Abholzen ist die einzige Lösung
Oliver Eichenberger bedauert, dass man gegen den Borkenkäfer nichts machen kann. Denn chemische Mittel sind im Wald nicht erlaubt, und andere Mittel gibt es nicht. Somit ist der einzige Weg, den Käfer zu bekämpfen, die befallenen Bäume so schnell wie möglich zu fällen und aus dem Wald zu schaffen. Dies verhindert, dass der Baum zu einer Brutstätte für weitere Borkenkäfer wird.

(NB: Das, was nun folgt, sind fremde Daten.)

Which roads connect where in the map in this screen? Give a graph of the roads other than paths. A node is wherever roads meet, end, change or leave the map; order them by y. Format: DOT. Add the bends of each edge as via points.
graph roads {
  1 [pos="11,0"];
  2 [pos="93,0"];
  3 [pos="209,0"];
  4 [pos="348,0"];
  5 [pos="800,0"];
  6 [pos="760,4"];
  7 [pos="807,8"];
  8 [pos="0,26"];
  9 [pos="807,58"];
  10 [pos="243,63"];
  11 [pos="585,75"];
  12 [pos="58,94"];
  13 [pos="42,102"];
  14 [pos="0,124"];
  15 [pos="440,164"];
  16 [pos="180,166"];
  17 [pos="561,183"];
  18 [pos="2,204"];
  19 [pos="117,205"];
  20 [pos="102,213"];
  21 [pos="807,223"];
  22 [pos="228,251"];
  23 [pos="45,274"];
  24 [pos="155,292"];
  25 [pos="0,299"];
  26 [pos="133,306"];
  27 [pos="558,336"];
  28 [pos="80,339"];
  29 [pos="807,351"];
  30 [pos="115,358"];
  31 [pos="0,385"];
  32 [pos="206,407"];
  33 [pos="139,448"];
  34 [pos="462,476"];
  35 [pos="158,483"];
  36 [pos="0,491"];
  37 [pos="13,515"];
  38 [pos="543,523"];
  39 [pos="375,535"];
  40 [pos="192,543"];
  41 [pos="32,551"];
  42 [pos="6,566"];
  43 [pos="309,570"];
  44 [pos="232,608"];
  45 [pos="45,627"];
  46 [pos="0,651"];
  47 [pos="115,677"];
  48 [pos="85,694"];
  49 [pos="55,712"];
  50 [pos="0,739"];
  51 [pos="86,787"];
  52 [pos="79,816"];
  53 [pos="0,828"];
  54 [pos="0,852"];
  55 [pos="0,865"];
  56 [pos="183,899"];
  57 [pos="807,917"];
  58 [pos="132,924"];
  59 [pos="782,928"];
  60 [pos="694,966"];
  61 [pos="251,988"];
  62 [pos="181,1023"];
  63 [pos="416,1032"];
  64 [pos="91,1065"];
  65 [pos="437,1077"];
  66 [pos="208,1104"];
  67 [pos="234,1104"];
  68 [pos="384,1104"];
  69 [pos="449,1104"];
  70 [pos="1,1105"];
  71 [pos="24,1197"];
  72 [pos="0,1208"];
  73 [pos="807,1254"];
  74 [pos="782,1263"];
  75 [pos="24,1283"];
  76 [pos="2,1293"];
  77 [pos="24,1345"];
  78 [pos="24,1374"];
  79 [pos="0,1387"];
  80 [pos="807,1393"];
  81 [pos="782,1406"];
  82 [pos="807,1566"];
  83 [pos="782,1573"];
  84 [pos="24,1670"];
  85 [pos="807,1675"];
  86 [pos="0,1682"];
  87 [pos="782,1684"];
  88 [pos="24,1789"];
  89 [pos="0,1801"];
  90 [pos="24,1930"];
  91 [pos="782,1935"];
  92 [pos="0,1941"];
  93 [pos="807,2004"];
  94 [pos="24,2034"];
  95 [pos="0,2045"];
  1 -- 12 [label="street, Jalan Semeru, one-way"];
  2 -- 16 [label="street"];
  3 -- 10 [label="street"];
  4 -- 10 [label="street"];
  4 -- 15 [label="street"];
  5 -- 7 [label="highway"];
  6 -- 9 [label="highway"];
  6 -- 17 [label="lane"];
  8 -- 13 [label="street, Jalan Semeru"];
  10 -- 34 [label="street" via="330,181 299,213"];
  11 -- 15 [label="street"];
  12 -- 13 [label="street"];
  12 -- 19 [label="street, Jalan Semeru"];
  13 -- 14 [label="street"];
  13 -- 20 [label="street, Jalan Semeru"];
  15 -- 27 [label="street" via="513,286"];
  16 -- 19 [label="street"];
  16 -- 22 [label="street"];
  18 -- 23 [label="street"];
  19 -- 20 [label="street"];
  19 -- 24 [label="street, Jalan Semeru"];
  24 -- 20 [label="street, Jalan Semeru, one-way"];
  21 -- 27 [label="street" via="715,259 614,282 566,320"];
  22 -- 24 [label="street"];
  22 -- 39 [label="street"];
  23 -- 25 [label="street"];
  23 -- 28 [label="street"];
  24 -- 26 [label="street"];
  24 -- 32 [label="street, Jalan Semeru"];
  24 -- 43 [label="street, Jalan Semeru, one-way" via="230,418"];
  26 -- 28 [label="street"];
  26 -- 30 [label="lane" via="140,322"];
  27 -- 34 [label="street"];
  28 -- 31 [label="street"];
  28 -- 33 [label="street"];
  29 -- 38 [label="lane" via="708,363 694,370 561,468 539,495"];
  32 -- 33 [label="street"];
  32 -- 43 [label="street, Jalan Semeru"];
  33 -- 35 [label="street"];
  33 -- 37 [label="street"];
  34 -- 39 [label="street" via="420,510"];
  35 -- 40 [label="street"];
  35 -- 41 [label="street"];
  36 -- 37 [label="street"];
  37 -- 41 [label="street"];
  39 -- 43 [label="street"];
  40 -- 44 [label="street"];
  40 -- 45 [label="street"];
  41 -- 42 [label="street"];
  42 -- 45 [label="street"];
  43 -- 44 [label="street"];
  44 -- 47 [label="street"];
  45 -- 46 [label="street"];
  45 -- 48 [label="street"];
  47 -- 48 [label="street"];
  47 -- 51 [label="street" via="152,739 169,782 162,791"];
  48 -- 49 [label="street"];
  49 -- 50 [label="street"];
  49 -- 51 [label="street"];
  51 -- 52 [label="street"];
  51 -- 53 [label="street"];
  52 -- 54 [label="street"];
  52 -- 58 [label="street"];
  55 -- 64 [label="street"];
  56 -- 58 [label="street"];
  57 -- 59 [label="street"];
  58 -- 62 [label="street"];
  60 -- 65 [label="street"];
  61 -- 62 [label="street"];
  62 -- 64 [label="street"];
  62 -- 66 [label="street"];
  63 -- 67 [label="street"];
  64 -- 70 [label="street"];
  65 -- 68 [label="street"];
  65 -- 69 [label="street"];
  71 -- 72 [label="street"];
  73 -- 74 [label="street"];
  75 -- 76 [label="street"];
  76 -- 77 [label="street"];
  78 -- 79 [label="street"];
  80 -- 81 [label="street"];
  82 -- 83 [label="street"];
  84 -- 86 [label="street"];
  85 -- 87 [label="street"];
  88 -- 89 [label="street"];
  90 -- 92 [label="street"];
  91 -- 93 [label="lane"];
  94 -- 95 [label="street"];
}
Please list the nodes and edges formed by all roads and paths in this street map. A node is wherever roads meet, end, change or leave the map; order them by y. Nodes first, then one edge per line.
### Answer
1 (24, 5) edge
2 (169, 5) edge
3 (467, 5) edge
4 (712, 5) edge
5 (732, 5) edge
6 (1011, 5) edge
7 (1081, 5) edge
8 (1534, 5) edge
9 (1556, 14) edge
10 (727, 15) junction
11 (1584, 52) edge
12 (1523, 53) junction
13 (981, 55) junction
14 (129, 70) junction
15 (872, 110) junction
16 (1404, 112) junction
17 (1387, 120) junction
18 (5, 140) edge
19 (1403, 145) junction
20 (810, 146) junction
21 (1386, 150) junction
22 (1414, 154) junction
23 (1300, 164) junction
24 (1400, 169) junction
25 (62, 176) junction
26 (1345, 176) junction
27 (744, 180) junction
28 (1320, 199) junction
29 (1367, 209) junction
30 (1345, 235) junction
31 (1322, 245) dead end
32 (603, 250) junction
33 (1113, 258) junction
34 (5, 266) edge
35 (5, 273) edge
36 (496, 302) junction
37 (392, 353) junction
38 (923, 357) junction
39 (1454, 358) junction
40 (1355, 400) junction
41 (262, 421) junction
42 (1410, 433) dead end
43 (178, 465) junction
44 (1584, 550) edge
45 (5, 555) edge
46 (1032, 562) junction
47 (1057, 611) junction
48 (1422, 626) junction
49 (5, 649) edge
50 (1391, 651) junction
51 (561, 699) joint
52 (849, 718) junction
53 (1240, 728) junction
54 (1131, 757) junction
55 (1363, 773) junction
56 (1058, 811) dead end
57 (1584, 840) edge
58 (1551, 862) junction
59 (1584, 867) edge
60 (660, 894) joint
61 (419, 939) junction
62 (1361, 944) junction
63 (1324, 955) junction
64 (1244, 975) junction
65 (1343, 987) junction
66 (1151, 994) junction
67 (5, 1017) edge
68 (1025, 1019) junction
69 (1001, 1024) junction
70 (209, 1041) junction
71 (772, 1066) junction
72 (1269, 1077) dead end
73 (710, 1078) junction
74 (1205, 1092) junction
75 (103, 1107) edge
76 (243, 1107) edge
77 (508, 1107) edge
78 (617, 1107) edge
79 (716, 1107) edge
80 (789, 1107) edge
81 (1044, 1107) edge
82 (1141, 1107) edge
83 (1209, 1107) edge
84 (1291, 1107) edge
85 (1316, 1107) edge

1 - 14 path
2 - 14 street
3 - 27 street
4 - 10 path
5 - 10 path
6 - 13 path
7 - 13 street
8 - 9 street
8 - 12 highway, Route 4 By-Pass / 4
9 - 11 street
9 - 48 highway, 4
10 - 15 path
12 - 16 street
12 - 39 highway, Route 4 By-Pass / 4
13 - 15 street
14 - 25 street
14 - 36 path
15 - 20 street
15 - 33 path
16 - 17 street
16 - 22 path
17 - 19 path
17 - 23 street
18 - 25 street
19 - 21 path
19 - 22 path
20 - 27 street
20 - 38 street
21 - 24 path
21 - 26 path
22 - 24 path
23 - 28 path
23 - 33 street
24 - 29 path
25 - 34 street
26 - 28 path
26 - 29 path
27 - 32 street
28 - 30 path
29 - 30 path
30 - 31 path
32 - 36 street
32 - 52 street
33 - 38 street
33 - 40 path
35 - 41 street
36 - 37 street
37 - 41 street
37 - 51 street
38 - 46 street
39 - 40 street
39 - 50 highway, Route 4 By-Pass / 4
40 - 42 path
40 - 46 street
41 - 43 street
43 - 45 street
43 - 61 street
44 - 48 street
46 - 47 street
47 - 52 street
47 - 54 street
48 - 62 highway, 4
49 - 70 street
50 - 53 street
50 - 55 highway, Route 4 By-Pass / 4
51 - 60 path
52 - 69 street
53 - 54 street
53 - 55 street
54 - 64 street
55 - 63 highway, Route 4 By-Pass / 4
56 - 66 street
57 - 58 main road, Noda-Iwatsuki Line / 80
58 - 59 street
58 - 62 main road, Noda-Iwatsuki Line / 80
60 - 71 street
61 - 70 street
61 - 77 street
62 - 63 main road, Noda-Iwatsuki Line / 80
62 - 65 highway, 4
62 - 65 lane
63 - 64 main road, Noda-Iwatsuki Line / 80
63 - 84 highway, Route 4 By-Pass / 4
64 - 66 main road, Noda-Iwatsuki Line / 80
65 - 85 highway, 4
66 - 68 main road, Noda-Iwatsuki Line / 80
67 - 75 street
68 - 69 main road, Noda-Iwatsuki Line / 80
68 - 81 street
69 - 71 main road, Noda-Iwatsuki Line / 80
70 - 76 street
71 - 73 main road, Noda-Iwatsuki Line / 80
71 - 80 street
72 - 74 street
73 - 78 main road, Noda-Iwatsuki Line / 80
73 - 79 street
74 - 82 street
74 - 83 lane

Allerdings ist auch das Abholzen nur noch teilweise eine Lösung. Da der Borkenkäfer nicht nur die Wälder im Fricktal, sondern auch in vielen anderen Regionen der Schweiz und Europas befällt, finden sich mittlerweile kaum mehr Abnehmer für das gefällte Holz. Zwar zahle der Kanton inzwischen einen gewissen Betrag, wenn das Holz ausserhalb des Waldes gelagert werde, so Förster Eichenberger. Das sei aber auch nur eine Lösung, wenn sich innerhalb eines Jahres doch noch Abnehmer finden liessen. Und das ist im Moment alles andere als sicher. Deswegen ist auch der Holzpreis im Keller. «Unter Förstern reden wir gar nicht mehr von Holzpreis. Der Absatz ist gar nicht mehr vorhanden.» so Eichenberger. Somit bleibt oft nur noch, die befallenen Bäume trotzdem einfach stehen zu lassen und als Totholz der Natur zurückzugeben.

Lichtblick für die Biodiversität
Einzig für die Biodiversität ist der Borkenkäfer von Vorteil. An Stelle der Fichten wachsen vor allem standortsgerechte Laubbäume wie Eichen, Linden oder Ahorn. Diese neuen Baumarten ziehen wiederum andere Tiere an und vergrössern so die Vielfalt in den Fricktaler Wäldern. Bis zu dieser Entwicklung wird aber noch Zeit vergehen. Es könnten Jahrhunderte vergehen, bis sich der Wald natürlich an die veränderten Bedingungen angepasst hätte, meint Urs Steck. In der Zwischenzeit können Forstbetriebe den Wald auf Trockenperioden vorbereiten, indem wärmeliebendere Baumarten gepflanzt werden. Ausserdem könnten Bäume früher genutzt, sprich, geerntet werden. Denn «bei Bäumen ist es wie bei den Menschen: Die Jungen sind einfach widerstandsfähiger», so Steck. Steck bleibt denn auch trotz anhaltend starken Käferbefällen optimistisch: «Der Wald wird überleben. Er wird sich einfach verändern.»